Anyone Can Easily Create Prediction Markets, But Can Limitless' User-Generated Markets Last?
The article discusses the historical challenges of user-generated prediction markets in crypto, where previous attempts like Augur, Omen, Zeitgeist, and Manifold Markets failed due to fragmented liquidity, poor discoverability, and unreliable, slow settlement processes. These issues often led to platforms filled with inactive markets and low user engagement, prompting some, like Polymarket, to shift to a curated model.

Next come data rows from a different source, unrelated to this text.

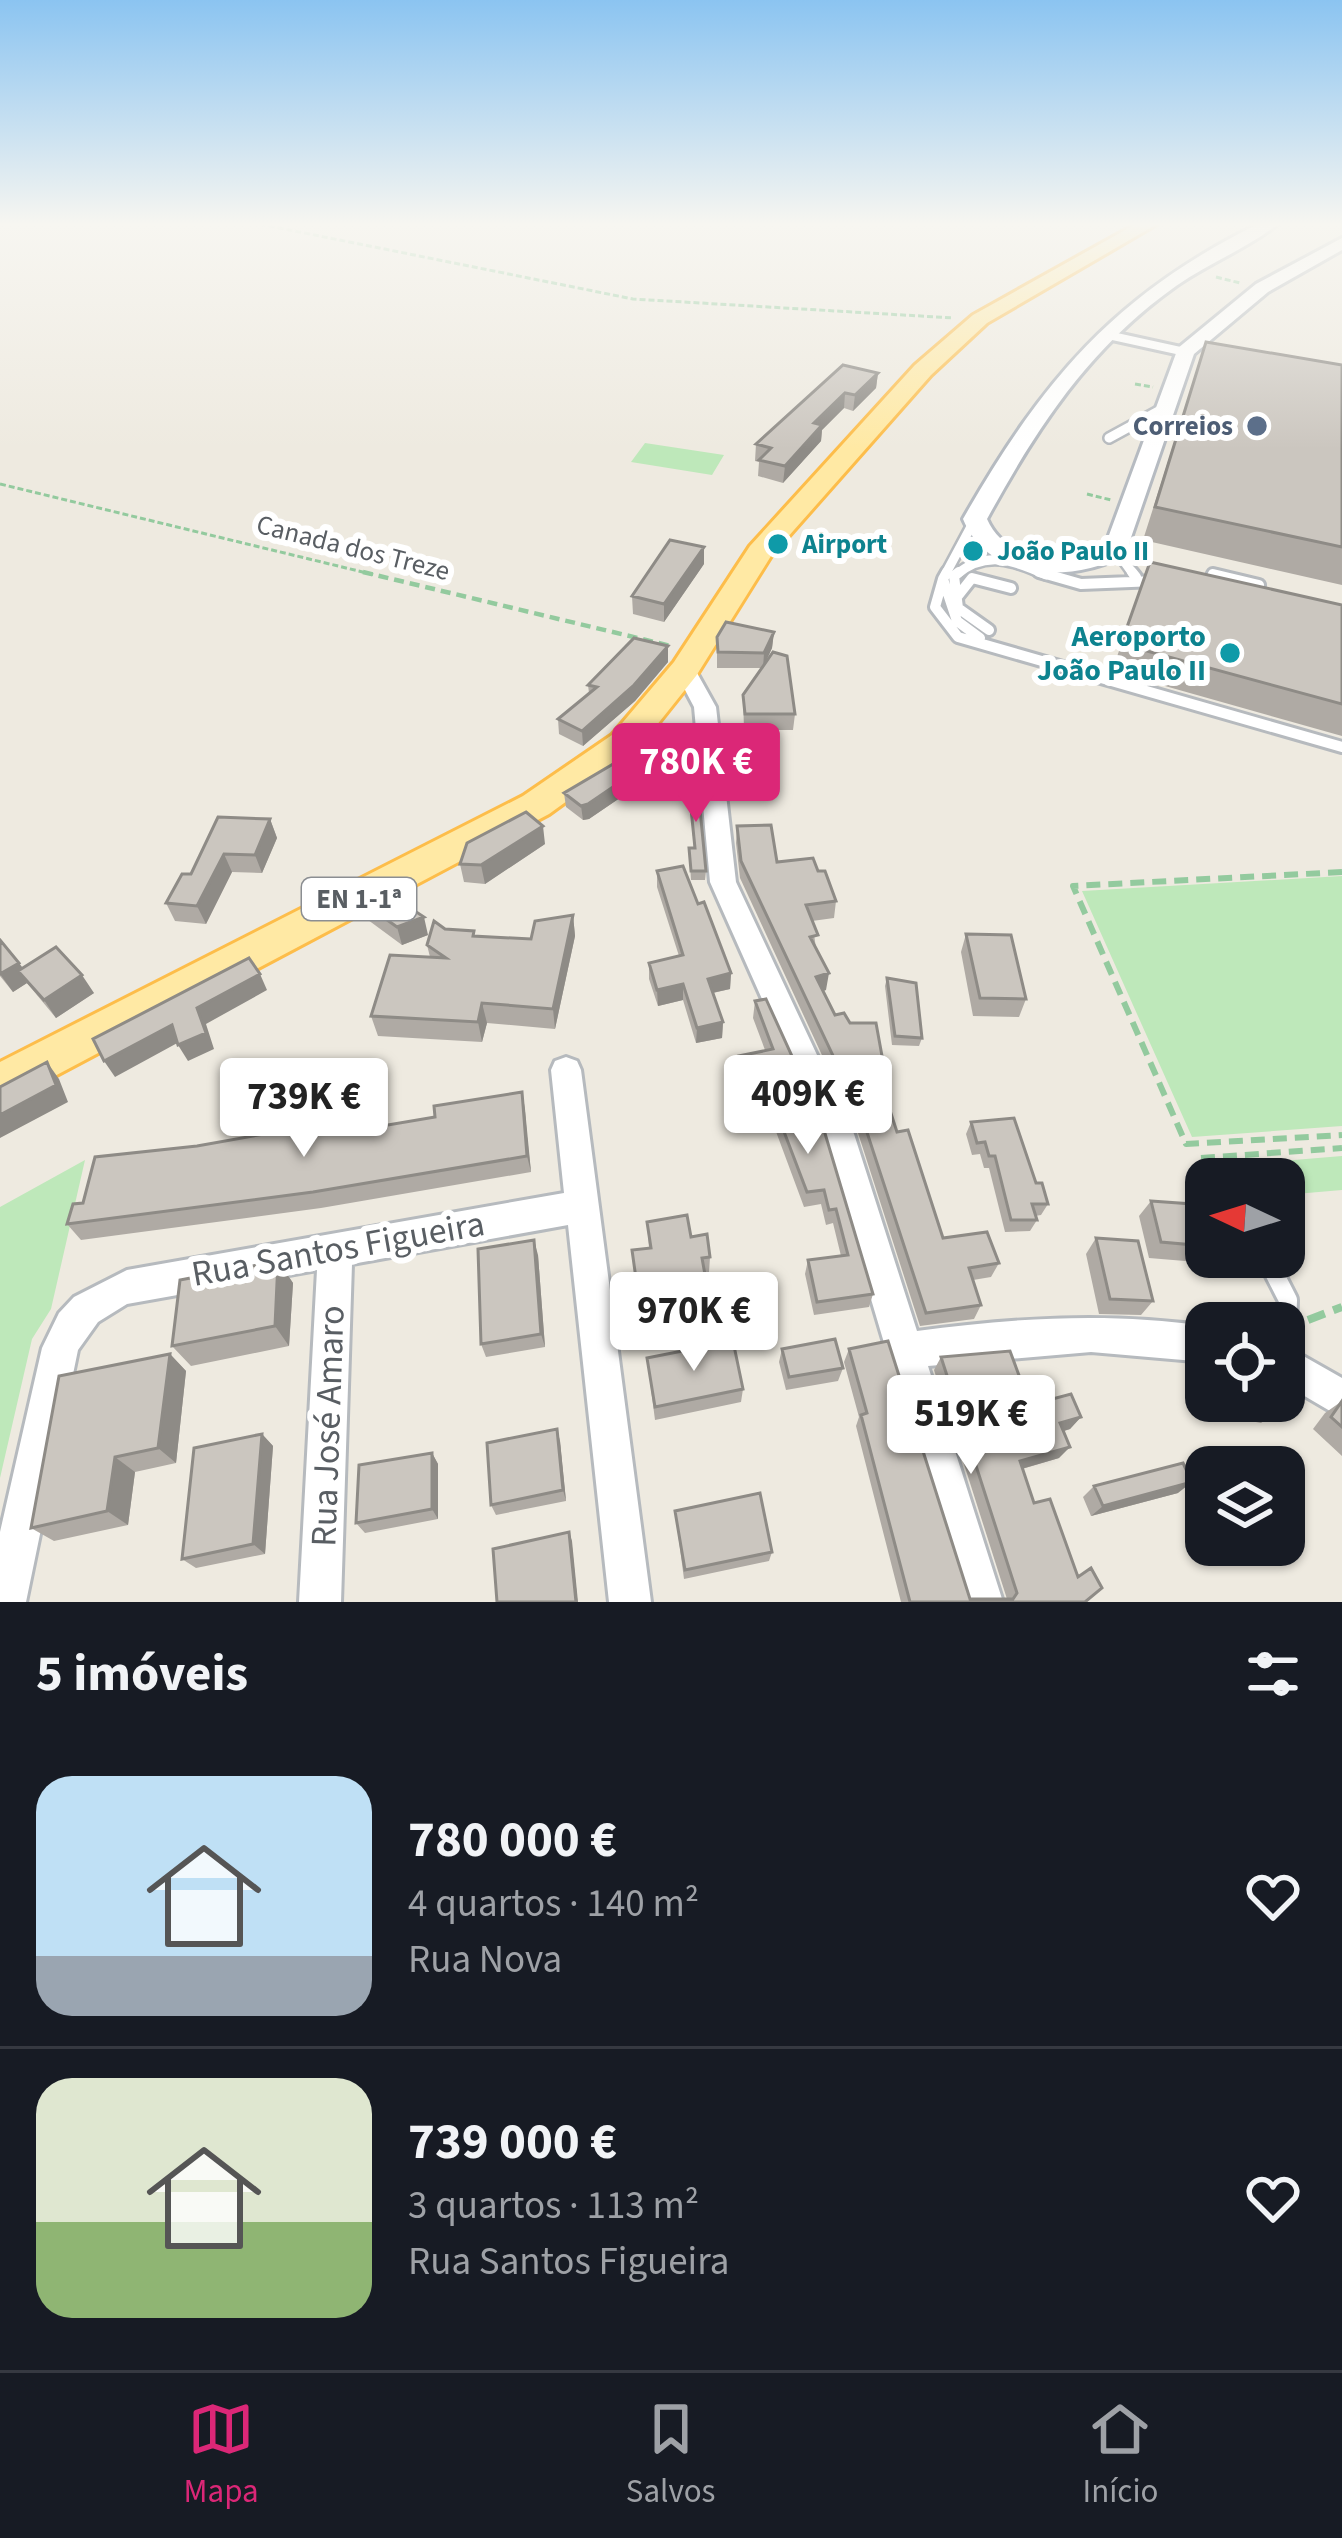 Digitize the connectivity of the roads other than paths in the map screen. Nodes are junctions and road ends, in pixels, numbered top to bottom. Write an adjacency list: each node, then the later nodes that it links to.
1 (1017, 299): 19 (main road, EN 1-1ª)
2 (1146, 299): 4 (main road)
3 (1250, 299): 5 (main road)
4 (1108, 335): 5 (street); 8 (main road)
5 (1194, 347): 6 (main road)
6 (1164, 408): 7 (lane); 9 (main road)
7 (1109, 438)
8 (976, 519): 10 (main road); 12 (lane)
9 (1116, 550): 10 (main road); 11 (lane)
10 (1023, 560): 11 (lane); 16 (lane)
11 (1136, 577): 13 (lane)
12 (943, 579): 20 (lane); 21 (lane)
13 (1166, 584)
14 (1011, 589): 16 (lane)
15 (1225, 595): 17 (lane)
16 (956, 598): 18 (lane)
17 (1248, 598)
18 (989, 630)
19 (690, 661): 23 (main road, EN 1-1ª); 27 (street)
20 (1083, 669)
21 (1342, 747)
22 (566, 1070): 24 (street)
23 (0, 1085)
24 (582, 1206): 25 (street, Rua Santos Figueira); 32 (street)
25 (335, 1250): 30 (street, Rua Santos Figueira); 31 (street, Rua José Amaro)
26 (1185, 1340): 27 (street)
27 (905, 1351): 33 (street)
28 (1305, 1368): 29 (street)
29 (1342, 1399)
30 (5, 1602)
31 (320, 1602)
32 (630, 1602)
33 (982, 1602) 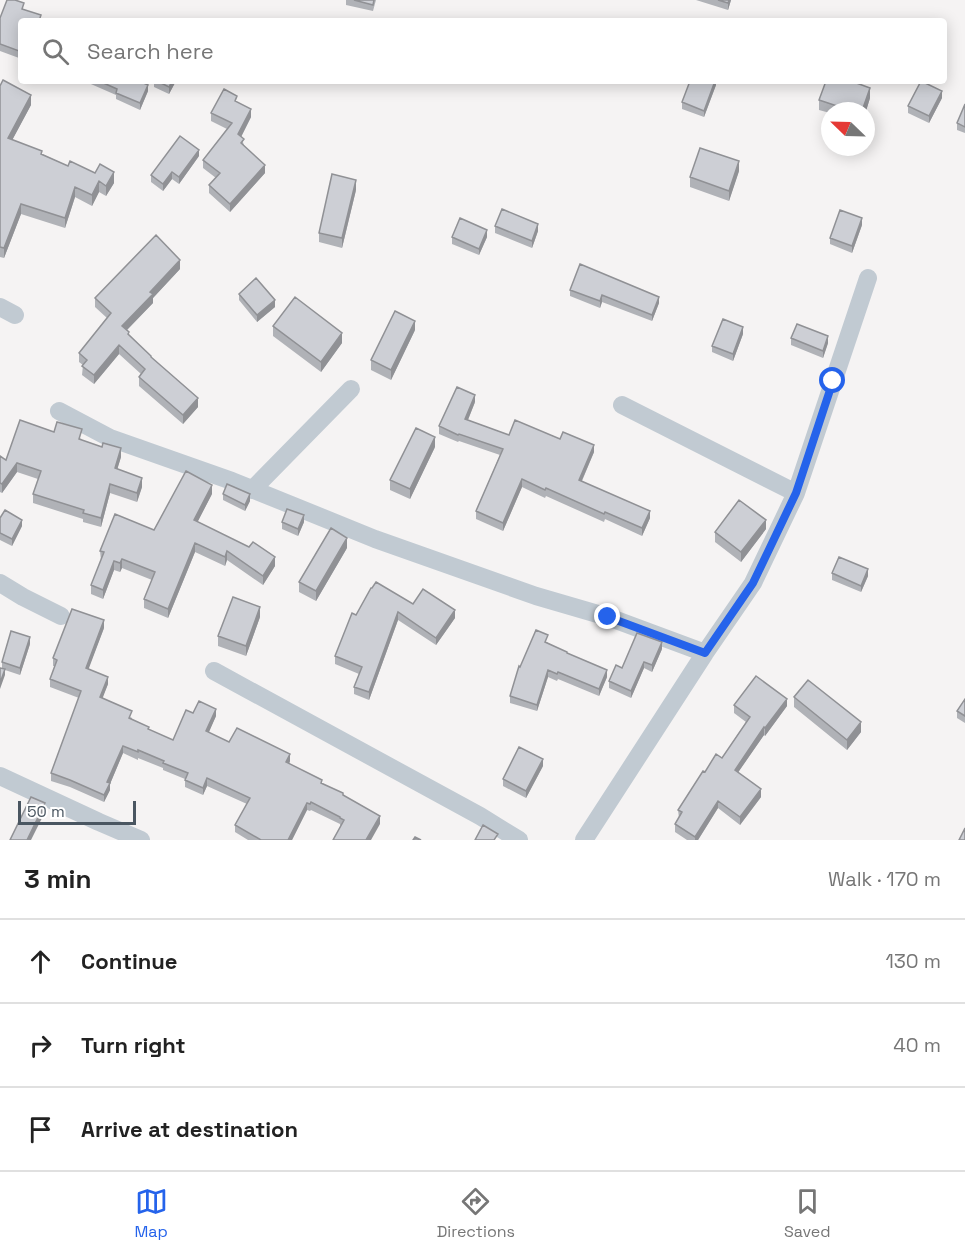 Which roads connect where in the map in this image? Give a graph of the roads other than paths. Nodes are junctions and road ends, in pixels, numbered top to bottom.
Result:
1 (868, 278) dead end
2 (351, 389) dead end
3 (622, 405) dead end
4 (59, 411) dead end
5 (252, 490) junction
6 (796, 493) junction
7 (0, 583) edge
8 (61, 616) dead end
9 (705, 653) junction
10 (213, 671) dead end
11 (0, 776) edge
12 (141, 840) edge
13 (519, 840) edge
14 (584, 840) edge

1 - 6 street
2 - 5 street
3 - 6 street
4 - 5 street
5 - 9 street
6 - 9 street
7 - 8 street
9 - 14 street
10 - 13 street
11 - 12 street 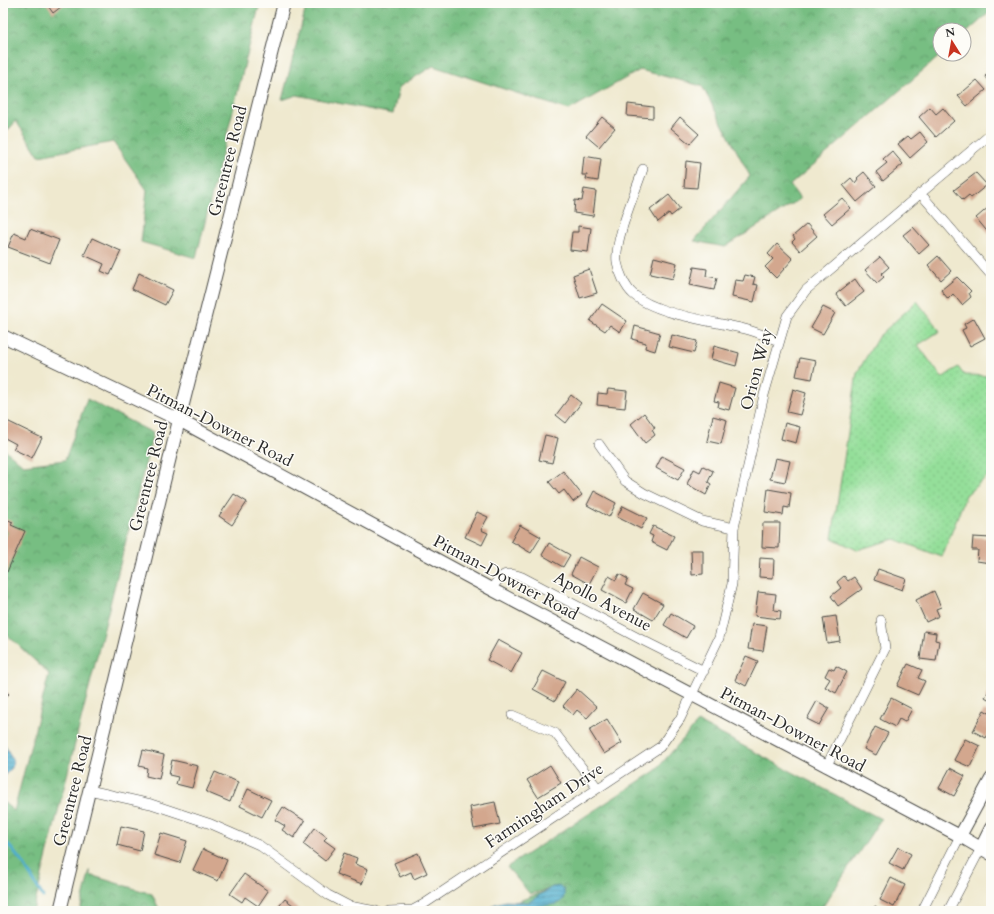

Limitless recently launched its User-Generated Market (UGM) feature, allowing anyone to create crypto price prediction markets. It addresses past failures through several key design choices: markets are limited to objective, oracle-based price questions (e.g., "Will Asset X be above $Y at time Z?") for instant, automatic settlement via Pyth and Chainlink, eliminating voting disputes. To combat spam and fragmentation, market creation requires burning 100-1000 LMTS tokens (a non-refundable cost), while creators earn 50% of the trading fees generated by their market, aligning incentives. The platform also benefits from an existing active user base and uses an order book model, removing the need for creators to provide initial liquidity.
By tackling settlement reliability, liquidity fragmentation, and creator incentives, Limitless presents a new model for sustainable, permissionless prediction markets.